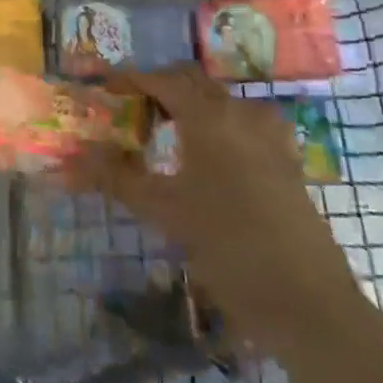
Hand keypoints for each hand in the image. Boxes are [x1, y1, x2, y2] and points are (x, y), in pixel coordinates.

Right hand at [63, 66, 359, 346]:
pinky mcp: (287, 159)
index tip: (103, 90)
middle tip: (130, 112)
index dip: (128, 79)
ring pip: (219, 100)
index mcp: (208, 116)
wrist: (310, 304)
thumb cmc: (230, 250)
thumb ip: (117, 178)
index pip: (160, 79)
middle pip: (192, 81)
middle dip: (158, 88)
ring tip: (164, 133)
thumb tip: (71, 159)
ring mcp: (269, 134)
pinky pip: (244, 122)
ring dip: (188, 105)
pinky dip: (218, 124)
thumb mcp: (165, 213)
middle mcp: (240, 112)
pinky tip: (209, 157)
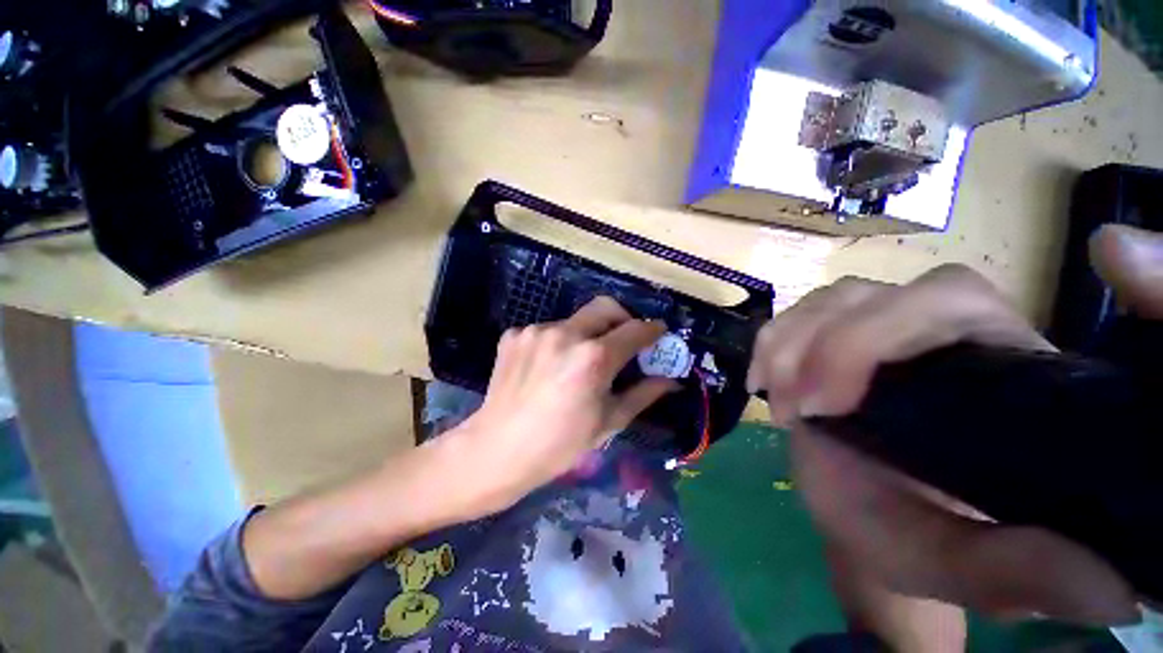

= = =

(EXERCISE)
In the records above, how many lines include "hand"? Answer with the number alone.

(SOLVED EXERCISE)
2